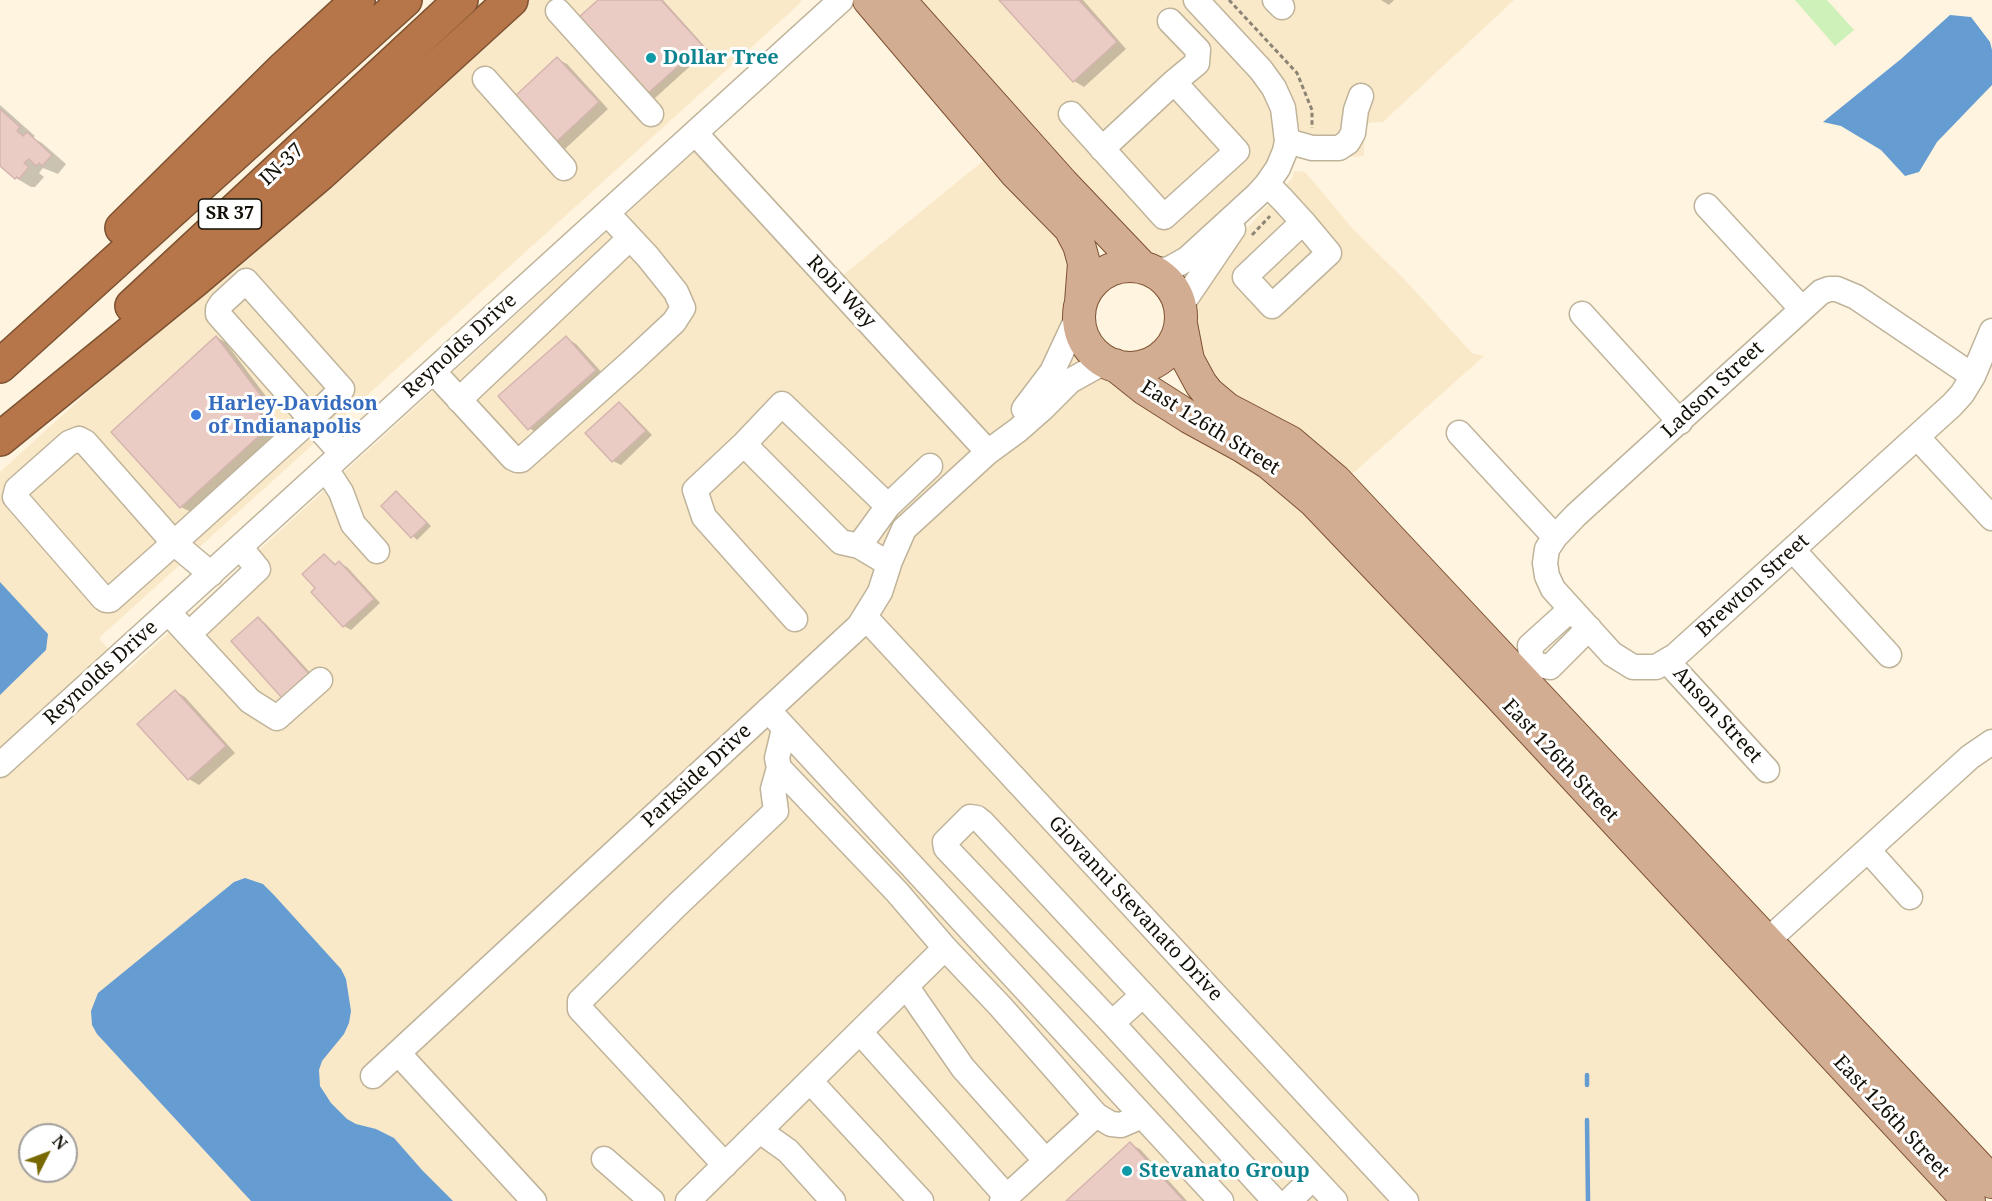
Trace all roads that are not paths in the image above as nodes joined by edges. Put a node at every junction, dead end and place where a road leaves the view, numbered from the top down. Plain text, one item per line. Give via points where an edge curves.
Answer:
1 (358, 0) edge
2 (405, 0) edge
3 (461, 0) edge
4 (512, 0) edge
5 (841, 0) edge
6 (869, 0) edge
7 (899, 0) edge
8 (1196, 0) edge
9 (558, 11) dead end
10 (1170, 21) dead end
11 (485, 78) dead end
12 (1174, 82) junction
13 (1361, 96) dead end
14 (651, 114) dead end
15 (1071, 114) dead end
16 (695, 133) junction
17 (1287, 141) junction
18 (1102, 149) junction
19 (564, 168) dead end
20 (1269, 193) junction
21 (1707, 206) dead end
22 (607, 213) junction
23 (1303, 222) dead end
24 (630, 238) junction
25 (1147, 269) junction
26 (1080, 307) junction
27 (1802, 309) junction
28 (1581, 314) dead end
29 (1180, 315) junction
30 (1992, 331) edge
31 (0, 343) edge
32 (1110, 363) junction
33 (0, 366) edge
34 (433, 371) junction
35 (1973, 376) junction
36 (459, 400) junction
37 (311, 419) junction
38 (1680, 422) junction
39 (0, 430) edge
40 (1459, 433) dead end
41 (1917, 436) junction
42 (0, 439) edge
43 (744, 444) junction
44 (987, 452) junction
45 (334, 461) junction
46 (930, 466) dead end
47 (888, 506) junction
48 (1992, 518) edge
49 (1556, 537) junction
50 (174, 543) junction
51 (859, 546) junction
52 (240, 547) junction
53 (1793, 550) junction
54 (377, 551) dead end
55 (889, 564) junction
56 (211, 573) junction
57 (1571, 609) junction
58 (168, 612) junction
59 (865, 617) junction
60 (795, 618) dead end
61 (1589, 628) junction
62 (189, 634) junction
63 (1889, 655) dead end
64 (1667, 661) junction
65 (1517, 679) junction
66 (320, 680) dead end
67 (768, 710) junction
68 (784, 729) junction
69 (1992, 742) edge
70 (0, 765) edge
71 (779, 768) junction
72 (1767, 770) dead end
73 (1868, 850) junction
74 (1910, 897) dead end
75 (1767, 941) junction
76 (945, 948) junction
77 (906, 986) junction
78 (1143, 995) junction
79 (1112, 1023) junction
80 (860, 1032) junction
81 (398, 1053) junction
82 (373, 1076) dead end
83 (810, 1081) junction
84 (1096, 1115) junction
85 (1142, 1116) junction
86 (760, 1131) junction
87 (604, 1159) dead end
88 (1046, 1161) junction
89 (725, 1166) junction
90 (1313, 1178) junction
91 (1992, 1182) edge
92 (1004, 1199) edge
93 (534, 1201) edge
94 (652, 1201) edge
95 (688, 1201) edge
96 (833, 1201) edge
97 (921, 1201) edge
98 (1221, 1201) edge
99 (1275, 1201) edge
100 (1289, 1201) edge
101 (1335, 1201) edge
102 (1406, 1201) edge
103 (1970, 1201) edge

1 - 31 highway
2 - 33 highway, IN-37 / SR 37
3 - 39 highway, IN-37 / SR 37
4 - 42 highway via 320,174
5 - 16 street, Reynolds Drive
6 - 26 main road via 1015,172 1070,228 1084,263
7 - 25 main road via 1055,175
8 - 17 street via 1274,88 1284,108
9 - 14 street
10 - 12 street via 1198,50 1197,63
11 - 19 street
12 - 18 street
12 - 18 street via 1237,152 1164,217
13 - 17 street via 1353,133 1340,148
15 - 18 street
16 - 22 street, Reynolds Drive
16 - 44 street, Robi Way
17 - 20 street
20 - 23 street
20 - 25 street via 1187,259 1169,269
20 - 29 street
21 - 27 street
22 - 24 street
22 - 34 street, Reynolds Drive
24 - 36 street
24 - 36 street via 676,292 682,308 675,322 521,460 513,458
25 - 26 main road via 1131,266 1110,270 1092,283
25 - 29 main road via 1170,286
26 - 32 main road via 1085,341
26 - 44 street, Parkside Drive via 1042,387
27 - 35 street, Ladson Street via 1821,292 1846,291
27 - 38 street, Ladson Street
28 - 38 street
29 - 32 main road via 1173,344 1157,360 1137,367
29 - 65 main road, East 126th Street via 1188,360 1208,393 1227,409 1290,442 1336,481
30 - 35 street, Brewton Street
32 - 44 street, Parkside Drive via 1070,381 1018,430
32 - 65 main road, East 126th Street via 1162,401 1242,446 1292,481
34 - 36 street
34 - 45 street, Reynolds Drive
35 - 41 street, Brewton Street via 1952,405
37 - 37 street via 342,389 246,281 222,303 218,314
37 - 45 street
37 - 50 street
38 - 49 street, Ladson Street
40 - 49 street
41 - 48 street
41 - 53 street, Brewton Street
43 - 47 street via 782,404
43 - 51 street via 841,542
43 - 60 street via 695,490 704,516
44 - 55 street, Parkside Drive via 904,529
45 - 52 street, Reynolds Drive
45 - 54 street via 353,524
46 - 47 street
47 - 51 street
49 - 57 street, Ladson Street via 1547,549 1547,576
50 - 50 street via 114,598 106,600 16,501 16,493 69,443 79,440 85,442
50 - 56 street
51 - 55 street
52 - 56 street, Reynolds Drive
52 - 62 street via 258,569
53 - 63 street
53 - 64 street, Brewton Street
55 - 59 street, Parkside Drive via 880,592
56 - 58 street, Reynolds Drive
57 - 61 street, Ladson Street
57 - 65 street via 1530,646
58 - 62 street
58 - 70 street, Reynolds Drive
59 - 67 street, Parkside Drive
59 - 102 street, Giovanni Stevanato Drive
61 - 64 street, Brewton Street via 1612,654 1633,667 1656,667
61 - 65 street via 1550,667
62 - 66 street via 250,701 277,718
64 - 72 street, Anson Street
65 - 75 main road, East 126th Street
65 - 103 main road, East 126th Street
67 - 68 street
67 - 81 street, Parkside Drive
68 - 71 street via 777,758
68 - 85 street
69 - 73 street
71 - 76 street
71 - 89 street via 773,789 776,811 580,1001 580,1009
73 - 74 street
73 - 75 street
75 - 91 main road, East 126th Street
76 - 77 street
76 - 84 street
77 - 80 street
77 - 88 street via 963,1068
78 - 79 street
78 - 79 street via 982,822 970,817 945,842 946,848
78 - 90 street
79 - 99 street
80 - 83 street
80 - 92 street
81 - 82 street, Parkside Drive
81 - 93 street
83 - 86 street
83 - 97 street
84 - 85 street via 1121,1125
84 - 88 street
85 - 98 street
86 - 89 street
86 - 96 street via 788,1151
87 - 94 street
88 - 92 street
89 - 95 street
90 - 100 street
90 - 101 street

======

* [Description of the task] Show each line of the material where the word "Brewton" occurs.

* [Your response]
30 - 35 street, Brewton Street
35 - 41 street, Brewton Street via 1952,405
41 - 53 street, Brewton Street
53 - 64 street, Brewton Street
61 - 64 street, Brewton Street via 1612,654 1633,667 1656,667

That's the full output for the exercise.